§ **MATERIAL SUPPLIED**
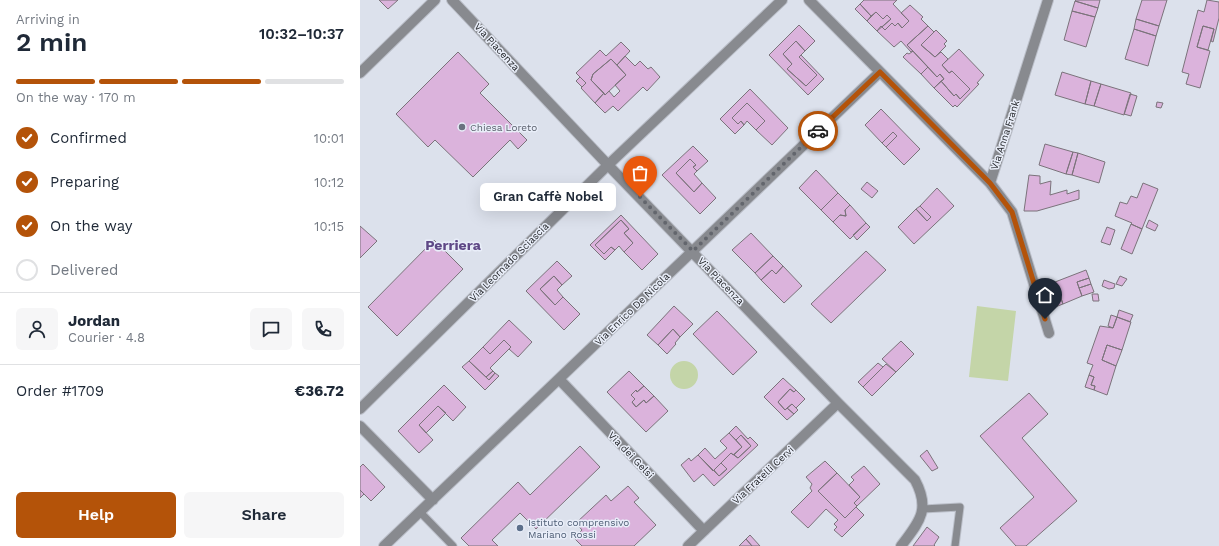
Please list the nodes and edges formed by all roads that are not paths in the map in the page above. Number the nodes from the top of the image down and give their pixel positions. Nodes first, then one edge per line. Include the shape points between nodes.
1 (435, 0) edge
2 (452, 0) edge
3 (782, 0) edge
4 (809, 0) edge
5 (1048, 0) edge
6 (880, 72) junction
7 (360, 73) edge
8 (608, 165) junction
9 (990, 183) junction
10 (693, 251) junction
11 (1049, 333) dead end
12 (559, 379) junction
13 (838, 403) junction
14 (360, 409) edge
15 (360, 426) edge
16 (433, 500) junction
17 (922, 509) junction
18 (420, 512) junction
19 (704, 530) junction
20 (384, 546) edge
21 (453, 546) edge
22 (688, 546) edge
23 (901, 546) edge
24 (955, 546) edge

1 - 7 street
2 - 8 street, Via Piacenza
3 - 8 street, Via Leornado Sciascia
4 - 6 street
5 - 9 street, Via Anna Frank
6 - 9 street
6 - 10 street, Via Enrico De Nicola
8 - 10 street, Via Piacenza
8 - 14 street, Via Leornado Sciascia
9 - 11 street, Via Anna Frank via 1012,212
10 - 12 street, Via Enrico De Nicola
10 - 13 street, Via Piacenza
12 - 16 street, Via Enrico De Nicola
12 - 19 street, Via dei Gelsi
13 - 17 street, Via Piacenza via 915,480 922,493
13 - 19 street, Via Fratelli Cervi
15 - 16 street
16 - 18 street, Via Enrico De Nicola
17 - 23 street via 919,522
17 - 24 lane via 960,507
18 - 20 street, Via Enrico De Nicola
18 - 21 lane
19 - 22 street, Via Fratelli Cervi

§ **EXERCISE INSTRUCTIONS**
Set down the lines of the records above exactly, apart from the pictures.

§ **SOLUTION**
Please list the nodes and edges formed by all roads that are not paths in the map in the page above. Number the nodes from the top of the image down and give their pixel positions. Nodes first, then one edge per line. Include the shape points between nodes.
1 (435, 0) edge
2 (452, 0) edge
3 (782, 0) edge
4 (809, 0) edge
5 (1048, 0) edge
6 (880, 72) junction
7 (360, 73) edge
8 (608, 165) junction
9 (990, 183) junction
10 (693, 251) junction
11 (1049, 333) dead end
12 (559, 379) junction
13 (838, 403) junction
14 (360, 409) edge
15 (360, 426) edge
16 (433, 500) junction
17 (922, 509) junction
18 (420, 512) junction
19 (704, 530) junction
20 (384, 546) edge
21 (453, 546) edge
22 (688, 546) edge
23 (901, 546) edge
24 (955, 546) edge

1 - 7 street
2 - 8 street, Via Piacenza
3 - 8 street, Via Leornado Sciascia
4 - 6 street
5 - 9 street, Via Anna Frank
6 - 9 street
6 - 10 street, Via Enrico De Nicola
8 - 10 street, Via Piacenza
8 - 14 street, Via Leornado Sciascia
9 - 11 street, Via Anna Frank via 1012,212
10 - 12 street, Via Enrico De Nicola
10 - 13 street, Via Piacenza
12 - 16 street, Via Enrico De Nicola
12 - 19 street, Via dei Gelsi
13 - 17 street, Via Piacenza via 915,480 922,493
13 - 19 street, Via Fratelli Cervi
15 - 16 street
16 - 18 street, Via Enrico De Nicola
17 - 23 street via 919,522
17 - 24 lane via 960,507
18 - 20 street, Via Enrico De Nicola
18 - 21 lane
19 - 22 street, Via Fratelli Cervi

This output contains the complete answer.